Even though claim 33 does not literally recite data processing as it relates to financial products or services, the PTAB nevertheless found that, by preponderance of the evidence, claim 33 encompasses activities that are financial in nature, incidental to financial activity, or complementary to a financial activity since the claimed method protects against unauthorized data access, which is important in banking.

The PTAB then considered whether claim 33 recites a “technological invention” that would exempt the claim from CBM review. A “technological invention” is one that 1) recites a technological feature that is novel or non-obvious over the prior art, and 2) solves a technical problem using a technical solution. 37 C.F.R. §42.301(b).
In its analysis of the first prong, the PTAB essentially equated the word “technology” to “computer hardware.” The PTAB was not persuaded by any purported novelty of the database and data structures recited in the claim, especially since claim 33 does not recite any particular structure. Accordingly, the PTAB held that claim 33 fails the first prong of the exception.

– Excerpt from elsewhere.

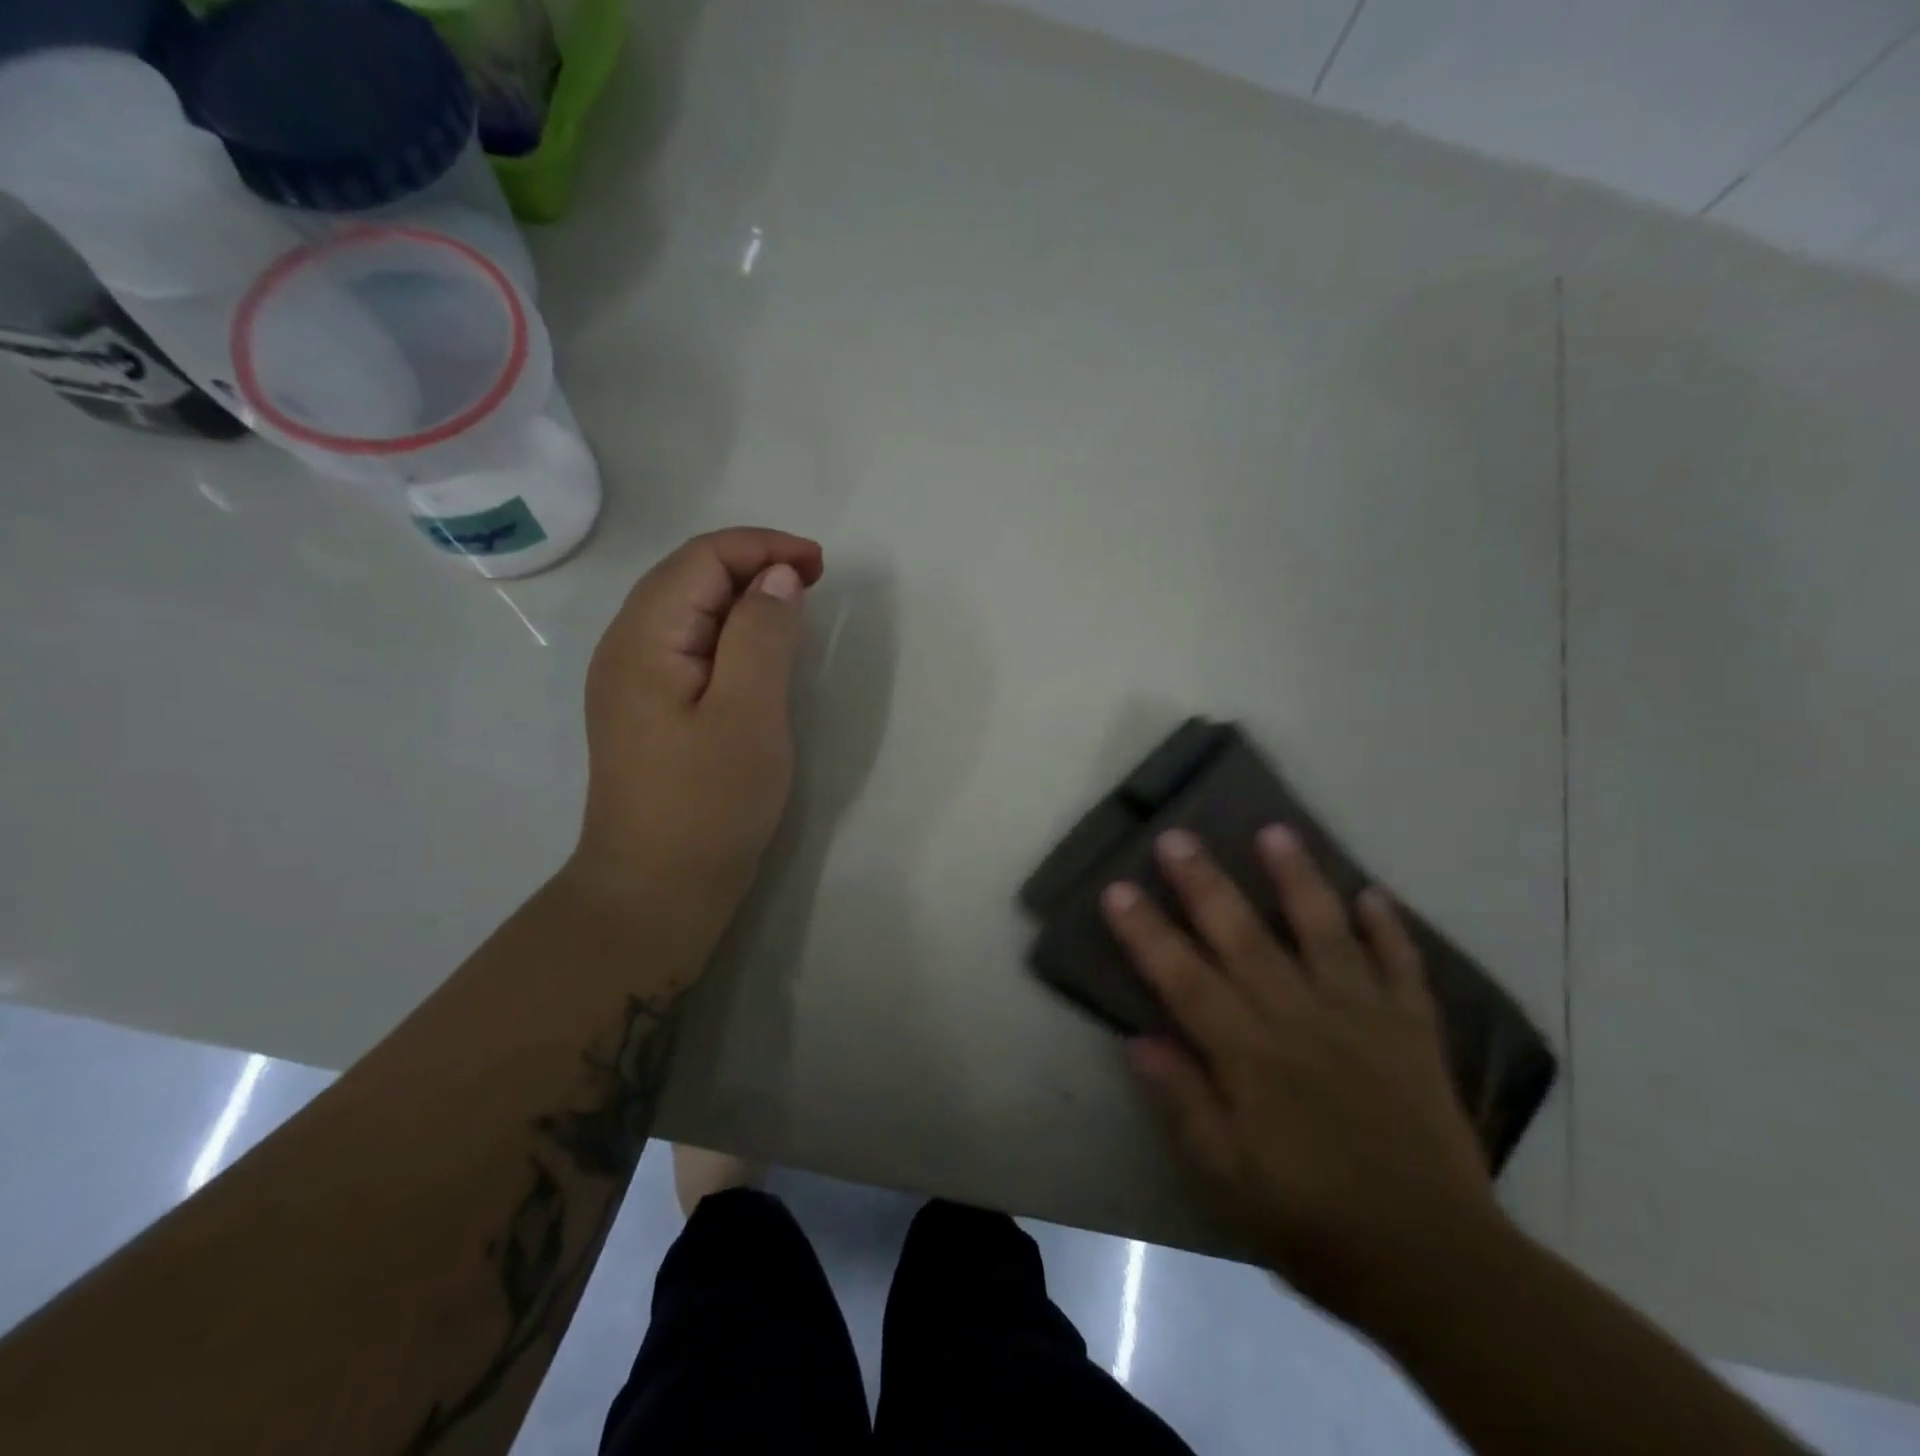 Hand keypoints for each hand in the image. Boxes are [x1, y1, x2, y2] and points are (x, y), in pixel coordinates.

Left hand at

Although it doesn’t appear that it needed to move on to the second prong, the PTAB proceeded in its analysis and found that claim 33 does not solve a technical problem with a technical solution. The Petitioner set forth a few objectives and problems solved by the ‘281 patent. The PTAB, however, criticized those objectives as lacking any basis in the specification and claims.

Accordingly, the PTAB held that claim 33 of the ‘281 patent is subject to CRM review.

There are several takeaways from this case. This decision suggests that claims could be subject to CBM review even though the claims and specification are not directly linked to financial products or services. Moreover, this decision illustrates that the PTAB likes to see objectives, problem statements, and solutions in the patent specification, as opposed to relying on extrinsic evidence, especially in the context of determining whether the claims solve a technical problem using a technical solution.